Put your best face forward. However you find out about literary agents, do not ever approach them until you’ve put as much effort into crafting your pitch as you have your book. Your mother probably told you that you “only have one chance to make a good impression,” and that’s as true with literary agents as anyone else.

Remember that you are proposing a business relationship, and make sure that your query is professional and business-like. Be able to describe your book in three sentences. Be able to say where it fits in on the current landscape—what other books is it similar to? How is it different? The query letter is not the place for a full book proposal, but you should definitely hit the highlights: Where else have you published? Do you have a strong marketing platform? Include the main points, but keep your query to a page. Make sure that you include whatever information the agent asks for, and don’t include anything that isn’t, including sample pages.

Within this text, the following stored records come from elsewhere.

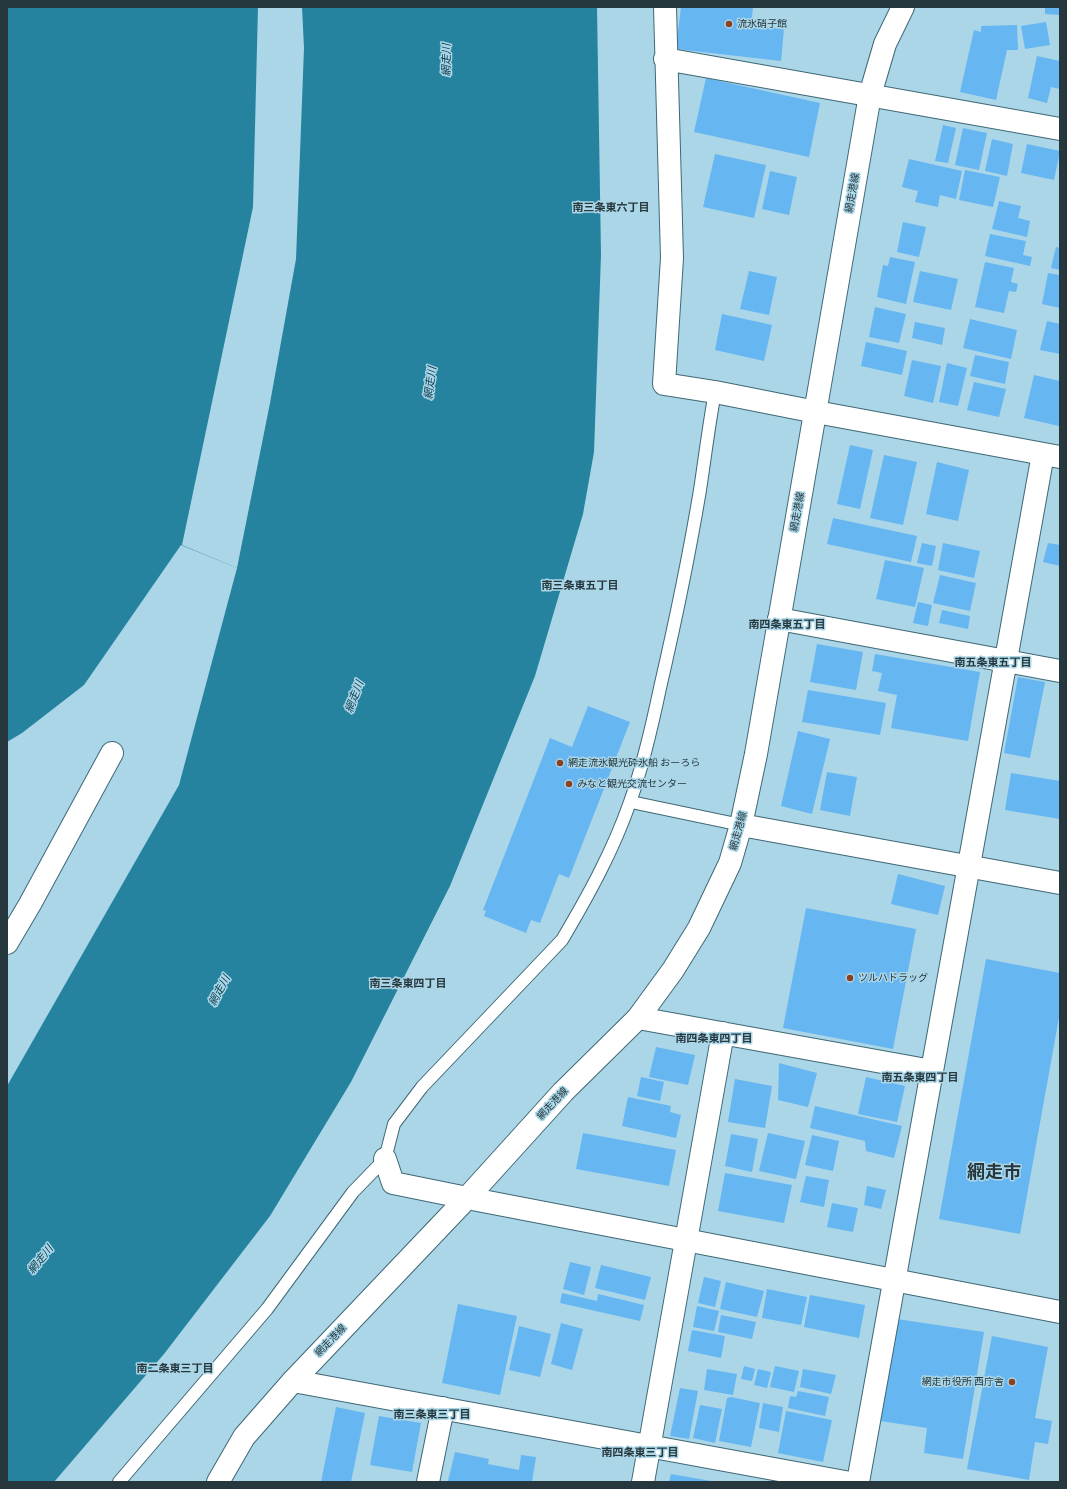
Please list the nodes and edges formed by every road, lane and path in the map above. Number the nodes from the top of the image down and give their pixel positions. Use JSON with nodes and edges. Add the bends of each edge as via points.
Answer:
{"nodes":[{"id":1,"x":664,"y":7,"type":"edge"},
{"id":2,"x":903,"y":7,"type":"edge"},
{"id":3,"x":665,"y":59,"type":"junction"},
{"id":4,"x":870,"y":95,"type":"junction"},
{"id":5,"x":1060,"y":129,"type":"edge"},
{"id":6,"x":715,"y":392,"type":"junction"},
{"id":7,"x":816,"y":412,"type":"junction"},
{"id":8,"x":1052,"y":455,"type":"edge"},
{"id":9,"x":779,"y":619,"type":"junction"},
{"id":10,"x":1006,"y":661,"type":"junction"},
{"id":11,"x":1060,"y":671,"type":"edge"},
{"id":12,"x":112,"y":753,"type":"dead end"},
{"id":13,"x":631,"y":802,"type":"junction"},
{"id":14,"x":741,"y":825,"type":"junction"},
{"id":15,"x":968,"y":867,"type":"junction"},
{"id":16,"x":1060,"y":883,"type":"edge"},
{"id":17,"x":7,"y":943,"type":"edge"},
{"id":18,"x":638,"y":1018,"type":"junction"},
{"id":19,"x":723,"y":1033,"type":"junction"},
{"id":20,"x":932,"y":1071,"type":"junction"},
{"id":21,"x":385,"y":1159,"type":"junction"},
{"id":22,"x":467,"y":1198,"type":"junction"},
{"id":23,"x":686,"y":1241,"type":"junction"},
{"id":24,"x":894,"y":1280,"type":"junction"},
{"id":25,"x":1060,"y":1312,"type":"edge"},
{"id":26,"x":293,"y":1381,"type":"junction"},
{"id":27,"x":442,"y":1408,"type":"junction"},
{"id":28,"x":650,"y":1446,"type":"junction"},
{"id":29,"x":119,"y":1482,"type":"edge"},
{"id":30,"x":218,"y":1482,"type":"edge"},
{"id":31,"x":428,"y":1482,"type":"edge"},
{"id":32,"x":643,"y":1482,"type":"edge"},
{"id":33,"x":845,"y":1482,"type":"edge"},
{"id":34,"x":858,"y":1482,"type":"edge"}],
"edges":[{"from":1,"to":3,"type":"street"},
{"from":2,"to":4,"type":"street","name":"網走港線","via":[[885,44]]},
{"from":3,"to":4,"type":"street"},
{"from":3,"to":6,"type":"street","via":[[672,258],[664,384]]},
{"from":4,"to":5,"type":"street"},
{"from":4,"to":7,"type":"street","name":"網走港線"},
{"from":6,"to":7,"type":"street"},
{"from":6,"to":13,"type":"lane","via":[[700,490],[669,648]]},
{"from":7,"to":8,"type":"street"},
{"from":7,"to":9,"type":"street","name":"網走港線"},
{"from":8,"to":10,"type":"street"},
{"from":9,"to":10,"type":"street"},
{"from":9,"to":14,"type":"street","name":"網走港線"},
{"from":10,"to":11,"type":"street"},
{"from":10,"to":15,"type":"street"},
{"from":12,"to":17,"type":"street"},
{"from":13,"to":14,"type":"lane"},
{"from":13,"to":21,"type":"lane","via":[[608,858],[562,940],[405,1108],[394,1124]]},
{"from":14,"to":15,"type":"street"},
{"from":14,"to":18,"type":"street","name":"網走港線","via":[[730,864],[699,928],[673,970]]},
{"from":15,"to":16,"type":"street"},
{"from":15,"to":20,"type":"street"},
{"from":18,"to":19,"type":"street"},
{"from":18,"to":22,"type":"street","name":"網走港線","via":[[563,1092]]},
{"from":19,"to":20,"type":"street"},
{"from":19,"to":23,"type":"street"},
{"from":20,"to":24,"type":"street"},
{"from":21,"to":22,"type":"street","via":[[393,1183]]},
{"from":21,"to":29,"type":"lane","via":[[353,1192],[267,1309]]},
{"from":22,"to":23,"type":"street"},
{"from":22,"to":26,"type":"street","name":"網走港線"},
{"from":23,"to":24,"type":"street"},
{"from":23,"to":28,"type":"street"},
{"from":24,"to":25,"type":"street"},
{"from":24,"to":34,"type":"street"},
{"from":26,"to":27,"type":"street"},
{"from":26,"to":30,"type":"street","name":"網走港線","via":[[244,1437]]},
{"from":27,"to":28,"type":"street"},
{"from":27,"to":31,"type":"street"},
{"from":28,"to":32,"type":"street"},
{"from":28,"to":33,"type":"street"}]}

Polish, polish, polish. Perhaps most important, though, is to make sure that the project you’re querying about—that manuscript or proposal that you’ve worked months or even years on—is as tight and polished as possible. The query letter can only get you so far, and then the writing needs to stand out.

Writing is hard work, but so is finding the right agent. It’s all worth it the day you see your book for sale in the local bookstore. (Then comes the hard work of marketing, but that’s a discussion for another time.) Good luck!


Laura Strachan has a boutique literary agency, specializing in literary fiction and narrative nonfiction.